The real tragedy was below. Twelve men had fallen 220 feet into the water. One of them was Slim Lambert.

“People ask me what went through your mind? The only thing that went through my mind was survival. I knew that to have a prayer, I had to hit the water feet first.”

But when Lambert hit the water, his legs tangled in the safety net.

“That’s the only time I panicked during that whole thing,” said Lambert. “I was caught in the net and the net was headed for the bottom.”


Fred Dummatzen.

Lambert plunged so deep that when he surfaced he was bleeding from his ears. Bridge debris was everywhere.

“I got a couple of planks together for my self first, and then I saw Fred thrashing about. So I got him.”

Fred Dummatzen was 24 years old. Lambert pulled him up onto the planks and waited.

“I heard this power boat coming in. Put put put.”

It was a crab fisherman, coming in from sea. Lambert says there was so much junk in the water, he worried the driver would pass right by.

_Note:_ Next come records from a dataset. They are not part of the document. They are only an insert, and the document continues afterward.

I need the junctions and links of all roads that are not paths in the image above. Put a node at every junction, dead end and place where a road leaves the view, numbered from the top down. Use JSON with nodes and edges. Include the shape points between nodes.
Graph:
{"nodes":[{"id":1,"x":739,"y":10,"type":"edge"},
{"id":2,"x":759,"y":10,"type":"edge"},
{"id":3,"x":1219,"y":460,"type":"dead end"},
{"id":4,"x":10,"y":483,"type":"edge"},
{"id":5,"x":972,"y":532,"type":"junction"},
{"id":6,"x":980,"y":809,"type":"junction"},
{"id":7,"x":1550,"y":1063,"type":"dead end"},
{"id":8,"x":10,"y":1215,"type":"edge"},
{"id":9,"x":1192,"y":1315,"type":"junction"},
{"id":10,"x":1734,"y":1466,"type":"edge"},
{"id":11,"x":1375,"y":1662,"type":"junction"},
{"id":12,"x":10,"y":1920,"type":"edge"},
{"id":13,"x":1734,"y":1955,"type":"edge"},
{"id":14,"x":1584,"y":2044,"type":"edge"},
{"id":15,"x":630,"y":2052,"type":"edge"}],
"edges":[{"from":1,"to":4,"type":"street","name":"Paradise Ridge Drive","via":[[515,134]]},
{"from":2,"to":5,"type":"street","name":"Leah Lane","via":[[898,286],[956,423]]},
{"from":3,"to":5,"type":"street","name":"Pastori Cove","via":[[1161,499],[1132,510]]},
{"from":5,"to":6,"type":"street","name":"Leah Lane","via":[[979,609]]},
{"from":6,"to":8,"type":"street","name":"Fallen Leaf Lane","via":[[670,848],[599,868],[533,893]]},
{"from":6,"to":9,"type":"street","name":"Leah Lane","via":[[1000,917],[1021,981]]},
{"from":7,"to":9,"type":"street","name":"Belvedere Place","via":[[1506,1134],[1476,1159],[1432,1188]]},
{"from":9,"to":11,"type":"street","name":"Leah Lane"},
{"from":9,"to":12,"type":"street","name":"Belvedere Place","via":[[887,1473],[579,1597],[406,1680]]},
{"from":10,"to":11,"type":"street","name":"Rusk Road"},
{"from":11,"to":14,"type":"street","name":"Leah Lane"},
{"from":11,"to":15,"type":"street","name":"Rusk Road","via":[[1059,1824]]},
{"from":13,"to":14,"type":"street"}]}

“He took another look around and his eye hit me. What I relief. I figured, by gosh, we’re gonna make it.”

Dummatzen died on the crab boat. But Lambert and another man, 51-year old carpenter named Oscar Osberg, survived the fall. Today, there’s a plaque on the south western side of the bridge at the entrance to the west sidewalk dedicated to the ten men who died that day.

Mary Currie says the workers she’s talked to don’t really remember the cold, or the danger. They felt lucky to be there.

At a time when the rest of the country was struggling to get by, six Bay Area counties agreed to spend what seemed like a fortune on a suspension bridge longer than any the world had ever seen.

“It was the people who had to rise up and see this as a symbol of hope, imagination, stick-to-itiveness,” says Currie. “They saw this bridge as something that would change their lives.”

And that, she says, was a pretty gutsy thing to have done.